Your assignment => Search the records for the word "Branco". Copy every line where it appears.

Data supplied =>
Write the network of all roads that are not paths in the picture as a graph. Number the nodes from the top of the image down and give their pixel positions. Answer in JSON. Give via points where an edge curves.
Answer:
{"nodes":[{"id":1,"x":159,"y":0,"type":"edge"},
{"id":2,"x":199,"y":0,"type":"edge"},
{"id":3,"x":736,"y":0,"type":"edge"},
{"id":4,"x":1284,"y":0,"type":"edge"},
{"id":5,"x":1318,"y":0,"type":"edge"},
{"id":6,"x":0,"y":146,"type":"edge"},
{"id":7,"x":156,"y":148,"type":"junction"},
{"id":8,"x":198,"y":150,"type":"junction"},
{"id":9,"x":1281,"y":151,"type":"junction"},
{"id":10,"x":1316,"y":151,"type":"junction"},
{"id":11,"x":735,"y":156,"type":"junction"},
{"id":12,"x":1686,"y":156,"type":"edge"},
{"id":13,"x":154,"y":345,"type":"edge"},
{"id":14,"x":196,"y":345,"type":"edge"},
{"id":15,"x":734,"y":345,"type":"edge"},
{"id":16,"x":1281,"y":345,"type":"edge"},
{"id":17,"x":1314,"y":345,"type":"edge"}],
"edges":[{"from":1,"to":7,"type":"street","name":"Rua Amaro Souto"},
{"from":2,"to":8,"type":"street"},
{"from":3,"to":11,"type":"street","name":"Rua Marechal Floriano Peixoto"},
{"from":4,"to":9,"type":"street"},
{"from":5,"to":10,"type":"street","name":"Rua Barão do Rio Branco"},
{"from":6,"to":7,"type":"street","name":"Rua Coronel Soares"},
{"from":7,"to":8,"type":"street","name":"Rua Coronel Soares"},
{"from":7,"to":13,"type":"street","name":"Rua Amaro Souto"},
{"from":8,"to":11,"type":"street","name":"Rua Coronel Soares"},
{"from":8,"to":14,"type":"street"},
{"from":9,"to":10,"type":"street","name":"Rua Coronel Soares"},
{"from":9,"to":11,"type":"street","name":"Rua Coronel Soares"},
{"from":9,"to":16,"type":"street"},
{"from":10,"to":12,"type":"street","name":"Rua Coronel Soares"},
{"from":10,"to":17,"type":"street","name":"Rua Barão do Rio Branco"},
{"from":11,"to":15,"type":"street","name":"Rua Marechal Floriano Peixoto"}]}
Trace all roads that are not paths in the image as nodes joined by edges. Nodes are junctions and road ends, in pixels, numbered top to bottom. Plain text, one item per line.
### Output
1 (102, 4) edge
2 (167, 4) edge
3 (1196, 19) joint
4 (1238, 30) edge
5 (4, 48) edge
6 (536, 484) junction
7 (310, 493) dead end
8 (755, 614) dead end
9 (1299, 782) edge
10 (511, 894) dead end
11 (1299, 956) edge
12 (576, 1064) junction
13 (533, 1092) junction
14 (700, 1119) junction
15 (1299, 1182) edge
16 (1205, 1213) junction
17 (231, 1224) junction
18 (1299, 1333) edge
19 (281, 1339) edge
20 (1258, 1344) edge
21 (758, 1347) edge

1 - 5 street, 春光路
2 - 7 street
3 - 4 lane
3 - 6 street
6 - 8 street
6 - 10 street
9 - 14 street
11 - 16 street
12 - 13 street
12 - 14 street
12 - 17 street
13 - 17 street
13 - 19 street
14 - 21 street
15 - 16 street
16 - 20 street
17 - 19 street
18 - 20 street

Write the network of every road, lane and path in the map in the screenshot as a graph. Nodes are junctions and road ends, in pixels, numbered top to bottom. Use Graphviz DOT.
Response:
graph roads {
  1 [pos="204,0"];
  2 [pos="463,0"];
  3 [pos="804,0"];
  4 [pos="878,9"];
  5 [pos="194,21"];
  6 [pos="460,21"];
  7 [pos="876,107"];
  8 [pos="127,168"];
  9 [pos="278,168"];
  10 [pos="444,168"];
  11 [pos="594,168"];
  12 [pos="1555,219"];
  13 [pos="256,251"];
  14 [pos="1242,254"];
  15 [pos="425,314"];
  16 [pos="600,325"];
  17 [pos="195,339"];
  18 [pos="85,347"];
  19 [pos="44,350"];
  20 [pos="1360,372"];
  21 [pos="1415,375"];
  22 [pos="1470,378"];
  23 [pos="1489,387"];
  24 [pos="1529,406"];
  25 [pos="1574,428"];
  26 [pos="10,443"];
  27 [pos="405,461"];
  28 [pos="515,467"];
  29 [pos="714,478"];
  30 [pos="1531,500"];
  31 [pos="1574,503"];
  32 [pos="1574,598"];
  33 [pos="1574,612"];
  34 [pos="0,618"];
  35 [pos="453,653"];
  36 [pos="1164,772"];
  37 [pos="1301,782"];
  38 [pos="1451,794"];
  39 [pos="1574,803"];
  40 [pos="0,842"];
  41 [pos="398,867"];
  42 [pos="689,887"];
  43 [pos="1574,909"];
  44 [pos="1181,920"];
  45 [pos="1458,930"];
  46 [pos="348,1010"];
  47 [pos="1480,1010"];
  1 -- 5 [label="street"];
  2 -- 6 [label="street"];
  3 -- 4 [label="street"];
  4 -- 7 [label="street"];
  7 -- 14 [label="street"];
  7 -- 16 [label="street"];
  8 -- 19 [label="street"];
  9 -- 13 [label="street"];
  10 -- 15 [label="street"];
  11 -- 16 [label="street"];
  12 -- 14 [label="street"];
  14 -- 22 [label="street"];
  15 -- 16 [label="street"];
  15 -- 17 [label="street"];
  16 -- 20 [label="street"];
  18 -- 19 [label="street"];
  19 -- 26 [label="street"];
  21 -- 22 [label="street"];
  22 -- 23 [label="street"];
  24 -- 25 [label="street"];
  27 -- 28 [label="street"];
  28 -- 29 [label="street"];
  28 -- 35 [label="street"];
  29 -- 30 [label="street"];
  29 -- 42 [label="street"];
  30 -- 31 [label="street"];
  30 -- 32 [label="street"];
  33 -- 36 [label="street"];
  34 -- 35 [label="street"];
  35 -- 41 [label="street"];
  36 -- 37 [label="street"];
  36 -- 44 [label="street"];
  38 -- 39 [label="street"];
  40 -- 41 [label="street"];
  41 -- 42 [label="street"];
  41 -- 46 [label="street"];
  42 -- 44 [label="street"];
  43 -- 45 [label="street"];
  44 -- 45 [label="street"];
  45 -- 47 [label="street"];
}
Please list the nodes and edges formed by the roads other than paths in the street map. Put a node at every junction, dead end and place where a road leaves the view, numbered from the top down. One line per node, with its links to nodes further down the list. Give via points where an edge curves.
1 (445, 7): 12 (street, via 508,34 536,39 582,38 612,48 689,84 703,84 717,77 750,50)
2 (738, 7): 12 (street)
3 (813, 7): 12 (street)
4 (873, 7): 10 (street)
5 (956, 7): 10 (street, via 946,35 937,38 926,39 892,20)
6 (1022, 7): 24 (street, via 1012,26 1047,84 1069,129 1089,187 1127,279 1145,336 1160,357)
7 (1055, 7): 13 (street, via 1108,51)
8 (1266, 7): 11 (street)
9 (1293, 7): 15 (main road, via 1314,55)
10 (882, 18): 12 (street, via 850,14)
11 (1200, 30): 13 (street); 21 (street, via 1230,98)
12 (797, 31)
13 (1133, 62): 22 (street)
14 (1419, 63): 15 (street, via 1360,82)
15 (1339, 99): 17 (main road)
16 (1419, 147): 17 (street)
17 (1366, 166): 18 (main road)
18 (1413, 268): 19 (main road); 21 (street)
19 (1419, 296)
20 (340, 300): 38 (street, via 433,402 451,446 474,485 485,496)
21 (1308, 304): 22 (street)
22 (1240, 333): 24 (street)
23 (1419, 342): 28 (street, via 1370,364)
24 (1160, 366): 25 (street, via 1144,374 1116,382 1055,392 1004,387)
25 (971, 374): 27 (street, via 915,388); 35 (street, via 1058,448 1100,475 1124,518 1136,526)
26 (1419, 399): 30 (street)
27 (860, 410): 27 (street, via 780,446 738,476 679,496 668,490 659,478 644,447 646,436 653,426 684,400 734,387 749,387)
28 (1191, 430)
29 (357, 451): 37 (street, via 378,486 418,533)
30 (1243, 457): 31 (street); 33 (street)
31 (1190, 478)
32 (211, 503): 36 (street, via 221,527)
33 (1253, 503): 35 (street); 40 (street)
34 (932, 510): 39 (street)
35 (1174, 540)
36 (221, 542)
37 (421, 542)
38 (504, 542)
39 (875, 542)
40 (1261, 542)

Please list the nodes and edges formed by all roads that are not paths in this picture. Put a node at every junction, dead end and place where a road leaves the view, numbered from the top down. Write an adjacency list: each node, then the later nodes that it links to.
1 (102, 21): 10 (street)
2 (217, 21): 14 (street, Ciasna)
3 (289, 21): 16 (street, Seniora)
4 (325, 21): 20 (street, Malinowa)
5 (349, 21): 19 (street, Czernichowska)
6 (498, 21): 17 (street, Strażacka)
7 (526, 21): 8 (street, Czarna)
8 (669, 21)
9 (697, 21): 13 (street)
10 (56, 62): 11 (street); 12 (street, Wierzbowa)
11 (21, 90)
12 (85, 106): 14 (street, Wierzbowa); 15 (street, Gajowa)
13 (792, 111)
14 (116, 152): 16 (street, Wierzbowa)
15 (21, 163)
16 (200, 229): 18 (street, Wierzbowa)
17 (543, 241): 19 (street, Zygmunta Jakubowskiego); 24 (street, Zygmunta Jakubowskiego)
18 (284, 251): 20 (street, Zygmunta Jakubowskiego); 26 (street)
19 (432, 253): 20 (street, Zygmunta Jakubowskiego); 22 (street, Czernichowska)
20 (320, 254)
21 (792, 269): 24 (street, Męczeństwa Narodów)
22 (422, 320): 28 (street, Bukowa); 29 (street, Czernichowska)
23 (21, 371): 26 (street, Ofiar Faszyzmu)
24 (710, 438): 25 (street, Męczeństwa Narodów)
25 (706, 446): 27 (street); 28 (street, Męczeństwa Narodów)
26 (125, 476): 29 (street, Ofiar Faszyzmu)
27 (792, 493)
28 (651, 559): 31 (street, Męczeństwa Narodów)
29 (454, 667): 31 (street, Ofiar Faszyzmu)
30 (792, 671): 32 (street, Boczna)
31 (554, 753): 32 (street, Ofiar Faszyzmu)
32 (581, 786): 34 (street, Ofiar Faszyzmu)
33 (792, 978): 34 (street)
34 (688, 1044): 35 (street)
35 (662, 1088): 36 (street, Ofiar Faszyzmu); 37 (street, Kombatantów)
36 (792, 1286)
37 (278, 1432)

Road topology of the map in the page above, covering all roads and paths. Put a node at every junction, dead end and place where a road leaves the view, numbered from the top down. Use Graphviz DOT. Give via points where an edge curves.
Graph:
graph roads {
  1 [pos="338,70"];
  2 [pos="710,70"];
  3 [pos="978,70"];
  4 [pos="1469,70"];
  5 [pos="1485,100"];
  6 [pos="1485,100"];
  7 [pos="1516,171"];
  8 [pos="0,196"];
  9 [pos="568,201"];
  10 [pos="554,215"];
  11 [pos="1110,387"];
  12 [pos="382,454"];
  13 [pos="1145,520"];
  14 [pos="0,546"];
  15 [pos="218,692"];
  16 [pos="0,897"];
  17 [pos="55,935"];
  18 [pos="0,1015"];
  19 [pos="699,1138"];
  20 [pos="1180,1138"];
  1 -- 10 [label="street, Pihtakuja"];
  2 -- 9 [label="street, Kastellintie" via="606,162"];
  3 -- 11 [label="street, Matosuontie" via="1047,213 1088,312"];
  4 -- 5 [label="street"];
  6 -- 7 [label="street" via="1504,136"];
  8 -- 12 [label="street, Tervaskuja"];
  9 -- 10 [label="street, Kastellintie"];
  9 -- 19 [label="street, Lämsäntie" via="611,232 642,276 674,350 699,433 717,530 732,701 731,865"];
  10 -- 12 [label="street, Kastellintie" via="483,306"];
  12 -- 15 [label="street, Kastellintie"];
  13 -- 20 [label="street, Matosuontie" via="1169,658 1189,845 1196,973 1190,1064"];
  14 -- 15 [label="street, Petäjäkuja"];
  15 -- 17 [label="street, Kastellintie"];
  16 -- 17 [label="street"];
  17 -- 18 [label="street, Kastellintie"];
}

Response =>
{"from":5,"to":10,"type":"street","name":"Rua Barão do Rio Branco"},
{"from":10,"to":17,"type":"street","name":"Rua Barão do Rio Branco"},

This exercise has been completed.